1979 Hong Kong film by Ricky Lau

Crazy Couple is a 1979 Hong Kong martial arts comedy film directed by Ricky Lau and starring Dean Shek and Lau Ka-yung.

==Plot==
Street performer Cho brings his pet around to perform. He hopes to raise money to study martial arts. Retired martial arts master Chiu Chat-yeh has a mentally disabled daughter who is unattended and has Cho take care of her. Cho finds a girl from out of town named Piu-hung to take his spot as Chiu's daughter's caretaker and goes to study martial arts with the village's martial arts teacher, Kwan Yee-sai. Cho also befriends Kwan's son, Yan.
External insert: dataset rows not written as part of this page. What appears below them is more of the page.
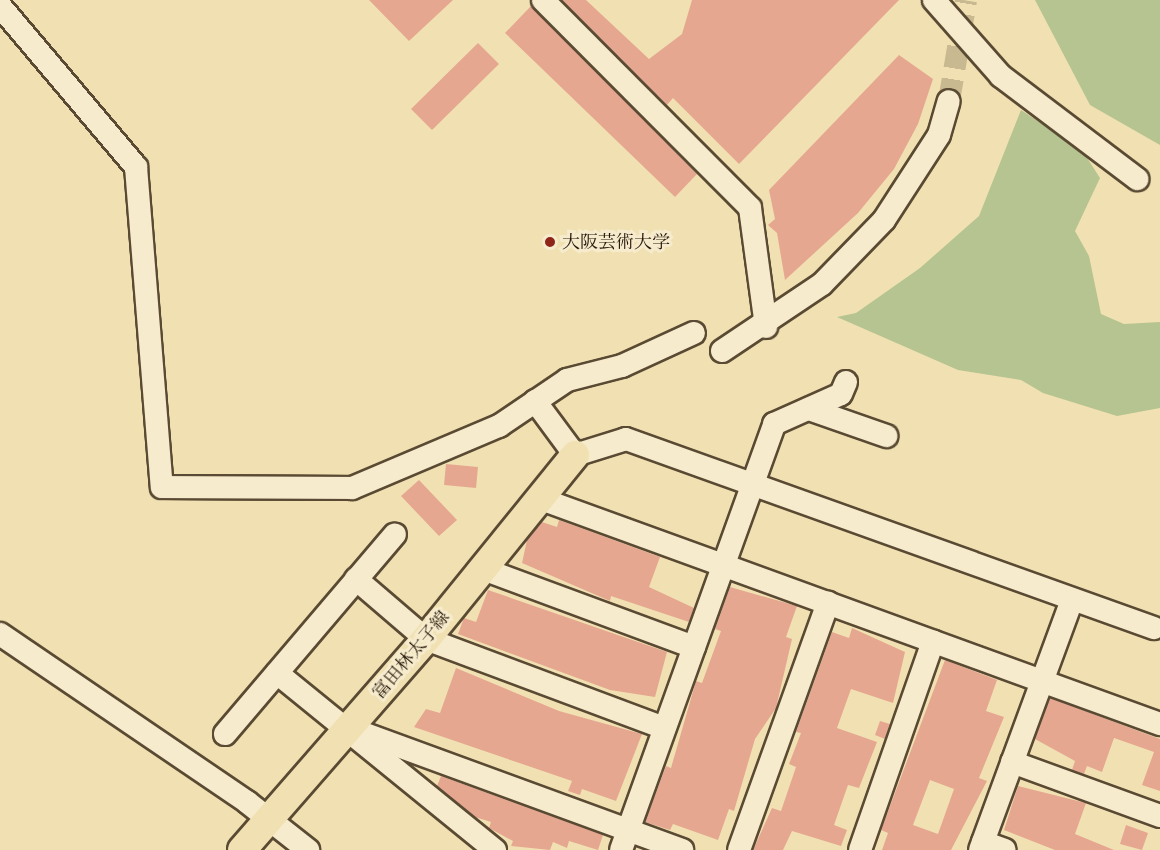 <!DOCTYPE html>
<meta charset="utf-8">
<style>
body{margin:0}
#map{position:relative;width:1160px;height:850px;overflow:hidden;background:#f1e1b2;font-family:"IM FELL Great Primer","Noto Serif JP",serif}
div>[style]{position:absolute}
.green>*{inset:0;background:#b5c490}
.building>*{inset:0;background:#e6a791}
.minor-tunnel>*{height:22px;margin-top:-11px;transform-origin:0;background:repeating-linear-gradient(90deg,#c9b990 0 22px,transparent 0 33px)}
.roads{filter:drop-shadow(2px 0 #5a4a33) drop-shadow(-2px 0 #5a4a33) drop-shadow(0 2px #5a4a33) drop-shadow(0 -2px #5a4a33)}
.minor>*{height:22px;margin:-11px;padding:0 11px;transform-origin:11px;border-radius:11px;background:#f6eccd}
.major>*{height:28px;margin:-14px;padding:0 14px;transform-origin:14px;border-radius:14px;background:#f1e1b2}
.dots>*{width:16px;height:16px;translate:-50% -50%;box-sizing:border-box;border:3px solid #f6eccd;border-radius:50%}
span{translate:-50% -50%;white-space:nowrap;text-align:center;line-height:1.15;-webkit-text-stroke:6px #f6eccd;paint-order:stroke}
.poi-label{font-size:18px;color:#281709}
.left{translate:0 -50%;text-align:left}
.street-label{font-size:18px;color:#281709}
</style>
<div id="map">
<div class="green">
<i style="clip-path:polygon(1035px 0,1160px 0,1160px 145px,1090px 105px)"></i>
<i style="clip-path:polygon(1021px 110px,1082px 150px,1100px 178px,1075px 231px,1089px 256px,1101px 314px,1124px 324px,1160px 322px,1160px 408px,1117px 416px,1043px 393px,1021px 380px,958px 370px,837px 317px,856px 313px,920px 268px,979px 216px)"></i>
</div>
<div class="building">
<i style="clip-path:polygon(369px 0,453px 0,409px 41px)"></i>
<i style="clip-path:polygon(562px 0,586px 0,649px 59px,682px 34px,692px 0,899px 0,739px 164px,673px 98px,667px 105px)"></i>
<i style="clip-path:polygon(531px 6px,697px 174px,675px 197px,505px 33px)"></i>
<i style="clip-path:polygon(478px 43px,499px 64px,432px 130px,411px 109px)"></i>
<i style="clip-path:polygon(899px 55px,933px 79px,918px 124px,894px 169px,858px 213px,785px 280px,777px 233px,768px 225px,775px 219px,769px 190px)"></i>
<i style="clip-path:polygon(446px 464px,478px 467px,476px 488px,444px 485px)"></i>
<i style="clip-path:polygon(419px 480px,457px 520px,439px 536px,401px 496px)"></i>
<i style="clip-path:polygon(559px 520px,660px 557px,649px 587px,694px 608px,689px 622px,611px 596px,610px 601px,522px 563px,527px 540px,542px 522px,557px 527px)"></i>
<i style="clip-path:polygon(730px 587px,797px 606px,786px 637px,792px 639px,776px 708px,755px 739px,734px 811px,729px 809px,718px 840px,673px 824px,670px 830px,645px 822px,666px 766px,671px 768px,696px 681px,702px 683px,721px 631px,715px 629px)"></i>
<i style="clip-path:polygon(488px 590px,667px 652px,655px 697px,610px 690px,458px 634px,464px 618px,476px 622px)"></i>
<i style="clip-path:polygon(852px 628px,905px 652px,893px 703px,851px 689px,837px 728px,877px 742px,859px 788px,848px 785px,834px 825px,847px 830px,841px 846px,792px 831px,783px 850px,753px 850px,772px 808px,781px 811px,796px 767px,789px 764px,801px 733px,796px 732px,832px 632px,849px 638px)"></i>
<i style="clip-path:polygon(evenodd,945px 660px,997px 680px,986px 711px,1004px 717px,979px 778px,987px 781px,951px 850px,882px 850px,888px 833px,881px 830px,945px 660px,930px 780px,954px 789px,938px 834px,913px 825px,930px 780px)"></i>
<i style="clip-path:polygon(456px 668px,559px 711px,642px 734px,616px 801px,582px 789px,580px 795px,568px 791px,572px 781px,414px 727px,426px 709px,440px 713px)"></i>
<i style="clip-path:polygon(1050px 698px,1160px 739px,1160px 791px,1142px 785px,1154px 752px,1114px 738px,1102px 772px,1087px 766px,1084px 774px,1072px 770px,1075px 761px,1035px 739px)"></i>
<i style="clip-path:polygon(880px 721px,890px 724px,885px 739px,875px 735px)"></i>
<i style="clip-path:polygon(441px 776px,603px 835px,598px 850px,569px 841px,567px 848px,553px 842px,550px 850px,511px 846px,513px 841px,489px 828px,491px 822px,475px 817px,437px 786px)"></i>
<i style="clip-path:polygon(1018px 786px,1086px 803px,1075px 834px,1114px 850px,1055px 850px,1004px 830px)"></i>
<i style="clip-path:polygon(1126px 825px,1148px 833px,1142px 850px,1120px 844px)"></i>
</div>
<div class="minor-tunnel">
<i style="left:949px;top:101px;width:102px;rotate:-80.4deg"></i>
</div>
<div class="roads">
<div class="minor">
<i style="left:543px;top:0;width:293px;rotate:45.1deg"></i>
<i style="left:750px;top:208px;width:120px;rotate:82.3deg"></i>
<i style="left:934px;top:0;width:101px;rotate:48.6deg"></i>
<i style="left:1001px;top:76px;width:171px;rotate:37.1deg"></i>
<i style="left:0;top:6px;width:211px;rotate:49.8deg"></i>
<i style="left:136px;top:167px;width:321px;rotate:85.4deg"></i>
<i style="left:162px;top:487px;width:190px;rotate:0.3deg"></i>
<i style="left:352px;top:488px;width:160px;rotate:-22.9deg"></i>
<i style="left:499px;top:426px;width:82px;rotate:-34.1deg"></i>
<i style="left:567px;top:380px;width:57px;rotate:-14.3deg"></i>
<i style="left:622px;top:366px;width:79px;rotate:-24.6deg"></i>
<i style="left:722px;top:351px;width:120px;rotate:-33.8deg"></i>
<i style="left:822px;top:284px;width:89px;rotate:-45.9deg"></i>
<i style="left:884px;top:220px;width:101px;rotate:-57.1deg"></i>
<i style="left:939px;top:135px;width:35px;rotate:-74deg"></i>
<i style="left:535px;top:401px;width:67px;rotate:53.5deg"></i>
<i style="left:575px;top:455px;width:53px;rotate:-17.4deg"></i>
<i style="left:626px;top:439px;width:561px;rotate:19.7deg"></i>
<i style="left:809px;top:409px;width:82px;rotate:19.3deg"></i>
<i style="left:541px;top:499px;width:659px;rotate:19.98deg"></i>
<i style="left:483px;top:569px;width:225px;rotate:20.3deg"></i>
<i style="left:356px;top:579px;width:92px;rotate:40.6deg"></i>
<i style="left:426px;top:639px;width:254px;rotate:20.5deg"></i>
<i style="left:0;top:634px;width:299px;rotate:34.2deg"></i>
<i style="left:247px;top:802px;width:78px;rotate:38.2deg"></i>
<i style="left:277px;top:673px;width:281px;rotate:39.1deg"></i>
<i style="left:349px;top:728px;width:355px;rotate:20.1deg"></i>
<i style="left:225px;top:734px;width:262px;rotate:-49.6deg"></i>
<i style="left:1012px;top:762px;width:158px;rotate:20deg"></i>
<i style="left:983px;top:842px;width:23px;rotate:20deg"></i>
<i style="left:621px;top:850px;width:453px;rotate:-70.2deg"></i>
<i style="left:774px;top:424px;width:73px;rotate:-24.1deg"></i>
<i style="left:841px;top:394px;width:13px;rotate:-67deg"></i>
<i style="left:739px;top:850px;width:263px;rotate:-70.2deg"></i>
<i style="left:860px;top:850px;width:221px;rotate:-70.7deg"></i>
<i style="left:980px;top:850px;width:266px;rotate:-69.8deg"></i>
</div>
<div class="major">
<i style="left:242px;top:850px;width:280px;rotate:-48.9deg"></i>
<i style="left:426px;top:639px;width:237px;rotate:-51deg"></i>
</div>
</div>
<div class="dots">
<i style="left:550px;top:242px;background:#8f2418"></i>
</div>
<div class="poi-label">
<span class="left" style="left:562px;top:242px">大阪芸術大学</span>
</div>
<div class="street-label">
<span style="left:411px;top:655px;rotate:-50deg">富田林太子線</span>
</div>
</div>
One day, a group of bandits come and terrorize the village and Chiu and Kwan team up to resist them. Chiu has stolen jewelry in his house which is unexpectedly stolen by Piu-hung. Chiu and Kwan are killed later as well. Cho and Yan flee to many places and seek a teacher to mentor them in martial arts. With continuous twists and turns along the way, they finally find the real culprit behind the scenes.

==Cast==
- Dean Shek as Yan
- Lau Ka-yung as Cho
- Lily Li as Piu-hung
- Fung Hark-On as Mak Tai-lo
- Wong Ching as Chiu Yat-yeh
- Huang Ha as Yan and Cho's teacher
- Eric Tsang as Chiu's daughter
- Peter Chan as Kwan Yee-sai
- Ho Pak-kwong
- Mars
- Chik Ngai-hung
- Bruce Tong as Wong Lu-fu
- Danny Chow
- Wong Chi-keung
- Ho Kei-cheung
- Tam Po
- Ho Po-sing
- Chan Siu-kai
- Ho Chi-wah
- Wong Hak
- Fung Ming
- Cheung Chi-ping
- Ling Chi-hung

==Box office==
The film grossed HK$1,638,491.30 at the Hong Kong box office during its theatrical run from 30 December 1979 to 8 January 1980.